Entries supplied:

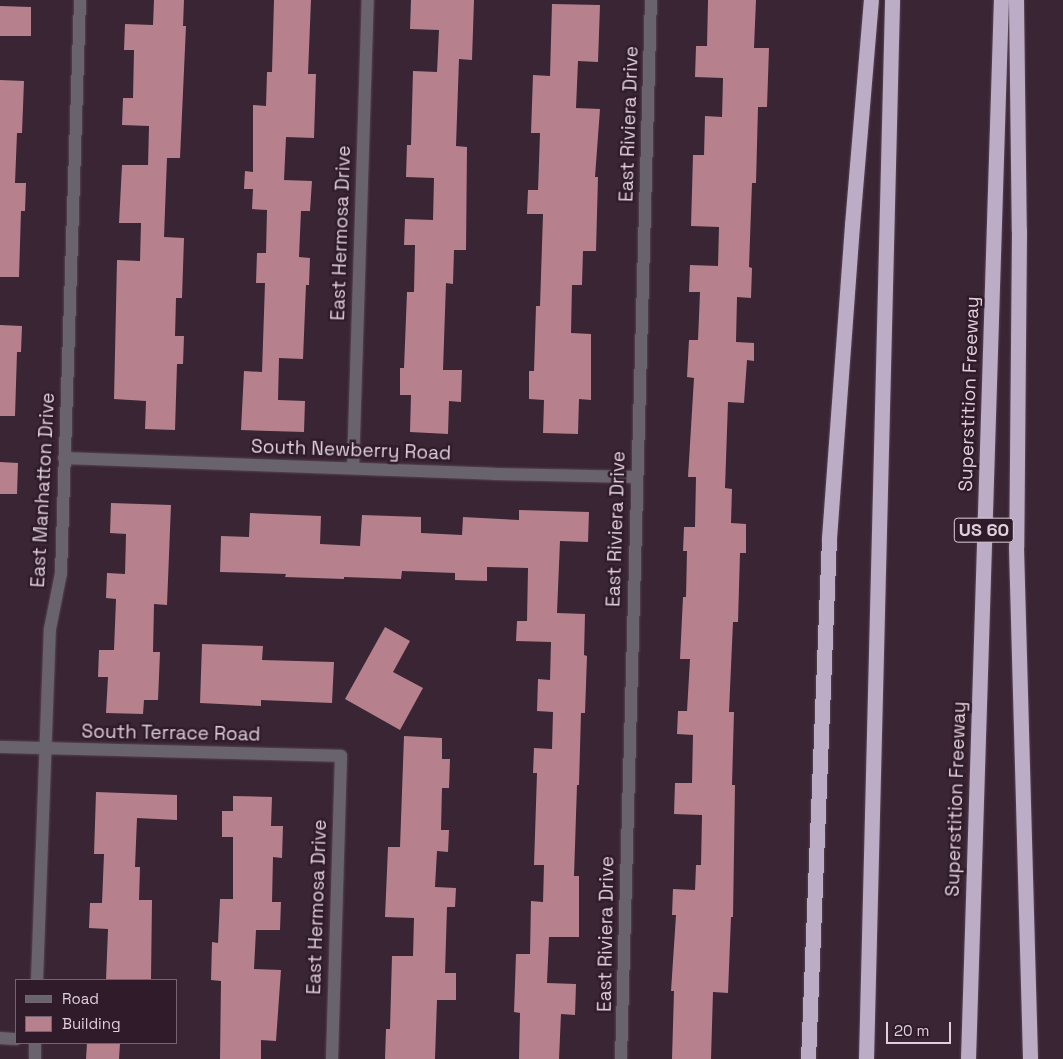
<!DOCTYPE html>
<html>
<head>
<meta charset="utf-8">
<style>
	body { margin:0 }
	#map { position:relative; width:1063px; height:1059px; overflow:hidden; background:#3a2534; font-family:"Space Grotesk",sans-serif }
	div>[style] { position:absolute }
	.building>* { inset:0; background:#b6818c }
	.roads { filter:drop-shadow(0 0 1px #584452) drop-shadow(0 0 1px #584452) }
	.street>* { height:12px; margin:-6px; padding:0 6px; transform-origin:6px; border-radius:6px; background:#69636d }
	.highway>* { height:15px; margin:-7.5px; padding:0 7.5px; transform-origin:7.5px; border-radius:7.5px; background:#bcacc6 }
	span { translate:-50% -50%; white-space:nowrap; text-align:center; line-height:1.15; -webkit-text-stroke:5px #301b2a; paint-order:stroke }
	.shield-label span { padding:1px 4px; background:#301b2a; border:1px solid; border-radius:4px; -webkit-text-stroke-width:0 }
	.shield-label { font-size:18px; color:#dfd0da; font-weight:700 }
	.street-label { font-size:19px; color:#dfd0da }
	.legend { position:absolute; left:15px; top:979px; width:162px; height:65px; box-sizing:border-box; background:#301b2a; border:1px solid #766370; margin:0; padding:6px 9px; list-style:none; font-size:15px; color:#dfd0da }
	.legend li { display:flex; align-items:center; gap:10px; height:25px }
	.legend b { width:25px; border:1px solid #766370 }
	.scale { position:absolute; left:886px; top:1022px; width:65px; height:22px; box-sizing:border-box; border:2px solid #dfd0da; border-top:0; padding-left:6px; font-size:15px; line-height:18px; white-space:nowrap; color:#dfd0da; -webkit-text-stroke:4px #301b2a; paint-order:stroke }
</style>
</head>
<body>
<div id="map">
	<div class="building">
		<div style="clip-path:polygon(154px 0,184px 0,183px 26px,186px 26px,180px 158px,167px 158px,164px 237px,184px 238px,182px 298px,176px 298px,175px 336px,184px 336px,183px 364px,177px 364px,175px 430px,145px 429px,146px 401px,114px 399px,117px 260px,140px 261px,141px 223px,119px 223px,122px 165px,148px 165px,149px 126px,122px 125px,123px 98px,133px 98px,134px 50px,124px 50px,125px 24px,153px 25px)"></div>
		<div style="clip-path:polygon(274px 0,311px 0,308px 74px,316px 74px,314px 138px,286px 137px,284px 180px,312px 181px,310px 211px,301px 211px,299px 257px,310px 258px,309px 285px,306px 285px,303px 359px,279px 358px,278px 400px,305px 401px,304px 432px,241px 430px,244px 371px,262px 372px,265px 283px,256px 283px,257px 253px,266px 253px,267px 210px,252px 209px,253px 189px,244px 189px,245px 171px,253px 172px,253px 105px,266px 106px,267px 72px,272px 72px)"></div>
		<div style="clip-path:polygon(411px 0,474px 0,472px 60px,459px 59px,456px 146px,467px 147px,466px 250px,454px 250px,453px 284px,446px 283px,443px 370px,462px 370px,461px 402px,449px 401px,448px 434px,410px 432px,411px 395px,400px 395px,400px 368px,404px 368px,407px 292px,414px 292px,415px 245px,404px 245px,405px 219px,433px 220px,434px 178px,406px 177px,407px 145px,411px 145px,413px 71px,437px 72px,439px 30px,410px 29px)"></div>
		<div style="clip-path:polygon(708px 0,756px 0,754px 48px,769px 48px,767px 107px,758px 107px,756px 183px,752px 183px,749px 267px,752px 268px,751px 298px,737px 297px,736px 342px,754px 343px,754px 361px,747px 360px,744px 403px,728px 402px,725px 488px,732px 489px,731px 523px,746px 524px,746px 553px,740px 553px,738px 622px,733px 622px,729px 712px,734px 712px,732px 785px,735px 785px,733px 917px,731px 917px,728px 993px,713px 992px,711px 1059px,672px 1059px,674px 991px,671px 991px,676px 915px,672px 915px,673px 889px,695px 890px,696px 865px,701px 865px,702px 815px,674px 814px,675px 783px,692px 783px,693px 735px,677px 734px,678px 711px,687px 711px,690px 659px,680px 659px,683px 597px,686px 597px,687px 551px,683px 551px,684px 527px,695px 527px,696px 477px,688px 477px,694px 378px,687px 377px,689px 340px,698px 340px,700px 292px,689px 292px,690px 265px,718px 266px,719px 227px,691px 226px,693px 155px,704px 155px,705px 116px,722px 117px,723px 78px,695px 77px,696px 46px,707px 46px)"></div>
		<div style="clip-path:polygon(552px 4px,600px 5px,598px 62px,578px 61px,576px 108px,600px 109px,595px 177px,598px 177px,596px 251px,583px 251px,582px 285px,572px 285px,571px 333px,591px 334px,591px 400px,579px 399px,578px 434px,543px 433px,544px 400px,529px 399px,529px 371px,534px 371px,536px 306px,540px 306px,543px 214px,527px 214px,528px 190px,538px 190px,540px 133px,531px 133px,533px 75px,550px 76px)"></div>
		<div style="clip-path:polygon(0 6px,31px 7px,31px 36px,0 36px)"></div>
		<div style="clip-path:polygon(0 80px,24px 81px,22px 133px,17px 133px,15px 183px,26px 183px,25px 211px,21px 211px,19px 277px,0 277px)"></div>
		<div style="clip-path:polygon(0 325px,22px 326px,21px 352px,17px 352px,15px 416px,0 416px)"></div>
		<div style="clip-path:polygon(0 462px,18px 463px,17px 494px,0 494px)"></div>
		<div style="clip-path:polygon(111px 503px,171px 505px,167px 605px,154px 604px,153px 652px,160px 652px,158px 700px,144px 700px,143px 714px,106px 713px,108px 677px,98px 677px,99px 650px,114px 650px,116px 599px,106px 598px,107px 573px,125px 574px,126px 534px,110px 533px)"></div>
		<div style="clip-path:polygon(519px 510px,589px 512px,588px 542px,560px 541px,557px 613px,585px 614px,584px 655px,587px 656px,585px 713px,581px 713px,579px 785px,577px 785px,574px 876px,579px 876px,579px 937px,549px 937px,547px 983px,576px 984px,575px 1015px,561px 1014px,559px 1059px,519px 1059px,520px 1013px,514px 1012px,516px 954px,530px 954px,531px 901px,543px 902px,544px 865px,534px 865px,537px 773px,533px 773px,534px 748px,552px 749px,553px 712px,537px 711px,538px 679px,550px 680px,551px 642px,516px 641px,517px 621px,527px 621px,528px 568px,487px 567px,487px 581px,455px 580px,455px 573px,402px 571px,401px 579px,344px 577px,344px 579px,285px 577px,286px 574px,220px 572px,221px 536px,249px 537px,250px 513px,321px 516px,320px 544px,360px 546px,362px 515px,421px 517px,421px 533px,462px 535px,463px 517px,519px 520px)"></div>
		<div style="clip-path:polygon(385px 627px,410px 641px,393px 672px,423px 688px,400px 730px,345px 699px)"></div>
		<div style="clip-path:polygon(202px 644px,263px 646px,262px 660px,334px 662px,332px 703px,261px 700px,261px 706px,200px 703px)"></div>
		<div style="clip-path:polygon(404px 736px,442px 738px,442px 759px,450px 759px,449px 788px,442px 788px,441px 830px,449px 830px,448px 852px,437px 851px,435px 887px,456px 888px,455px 907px,447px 907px,445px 973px,456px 973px,456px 1000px,437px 1000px,435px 1059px,385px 1059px,386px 1029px,390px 1029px,392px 956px,413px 956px,414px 918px,385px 917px,388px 847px,400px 847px)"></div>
		<div style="clip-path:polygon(96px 792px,177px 795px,177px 820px,137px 818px,135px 867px,140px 867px,139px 900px,152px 900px,151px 980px,106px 980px,108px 929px,89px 928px,90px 903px,102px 903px,104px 854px,94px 854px)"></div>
		<div style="clip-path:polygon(233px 796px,272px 797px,271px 826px,283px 826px,282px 858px,273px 857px,272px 902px,281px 902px,280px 930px,256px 930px,254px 969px,281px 970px,276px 1041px,261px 1040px,261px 1059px,220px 1059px,221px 981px,211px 980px,212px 942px,218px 943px,220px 899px,233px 899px,233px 837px,222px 837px,222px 811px,233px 811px)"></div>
		<div style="clip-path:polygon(87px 1043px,120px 1043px,119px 1059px,86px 1059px)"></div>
	</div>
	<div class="roads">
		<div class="street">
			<div style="left:64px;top:458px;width:430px;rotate:2.1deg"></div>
			<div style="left:494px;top:474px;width:142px;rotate:1.2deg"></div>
			<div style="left:353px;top:468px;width:468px;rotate:-88.2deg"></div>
			<div style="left:0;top:747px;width:341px;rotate:1.5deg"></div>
			<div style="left:341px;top:756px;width:303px;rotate:91.7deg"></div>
			<div style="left:37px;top:980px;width:351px;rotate:-87.9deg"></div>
			<div style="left:50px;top:629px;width:57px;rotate:-78.9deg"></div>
			<div style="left:61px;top:573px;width:573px;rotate:-88.1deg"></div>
			<div style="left:0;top:1038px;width:16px;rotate:4deg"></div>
			<div style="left:35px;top:1059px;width:16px;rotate:-90deg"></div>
			<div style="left:621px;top:1059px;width:1059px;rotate:-88.38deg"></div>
		</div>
		<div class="highway">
			<div style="left:1016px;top:0;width:231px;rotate:89.3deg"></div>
			<div style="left:1019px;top:231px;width:316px;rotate:90.5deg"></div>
			<div style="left:1016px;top:547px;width:512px;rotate:88.43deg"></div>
			<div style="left:808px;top:1059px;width:521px;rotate:-87.69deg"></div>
			<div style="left:829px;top:538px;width:314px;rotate:-85.8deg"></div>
			<div style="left:852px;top:225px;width:226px;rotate:-85.2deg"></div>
			<div style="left:866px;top:1059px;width:1059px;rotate:-88.59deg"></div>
			<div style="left:968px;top:1059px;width:1060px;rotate:-88.22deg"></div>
		</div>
	</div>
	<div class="shield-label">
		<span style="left:984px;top:530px">US 60</span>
	</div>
	<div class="street-label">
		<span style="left:629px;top:124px;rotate:-88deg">East Riviera Drive</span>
		<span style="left:341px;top:233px;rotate:-88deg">East Hermosa Drive</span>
		<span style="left:969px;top:394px;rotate:-88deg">Superstition Freeway</span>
		<span style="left:351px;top:450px;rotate:2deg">South Newberry Road</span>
		<span style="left:43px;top:490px;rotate:-87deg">East Manhatton Drive</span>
		<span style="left:616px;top:529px;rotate:-88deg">East Riviera Drive</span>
		<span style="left:171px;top:733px;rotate:1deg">South Terrace Road</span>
		<span style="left:956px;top:799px;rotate:-88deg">Superstition Freeway</span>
		<span style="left:317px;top:907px;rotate:-88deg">East Hermosa Drive</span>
		<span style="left:606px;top:934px;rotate:-89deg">East Riviera Drive</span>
	</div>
	<ul class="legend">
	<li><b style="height:6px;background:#69636d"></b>Road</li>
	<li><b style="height:14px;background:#b6818c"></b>Building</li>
	</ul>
	<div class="scale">20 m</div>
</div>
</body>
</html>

Task to carry out:
Please output exactly the lines of the data above, from its first line through the line with "filter:drop-shadow(0 0 1px", and nothing else; drop the pictures.

Result of this exercise:
<!DOCTYPE html>
<html>
<head>
<meta charset="utf-8">
<style>
	body { margin:0 }
	#map { position:relative; width:1063px; height:1059px; overflow:hidden; background:#3a2534; font-family:"Space Grotesk",sans-serif }
	div>[style] { position:absolute }
	.building>* { inset:0; background:#b6818c }
	.roads { filter:drop-shadow(0 0 1px #584452) drop-shadow(0 0 1px #584452) }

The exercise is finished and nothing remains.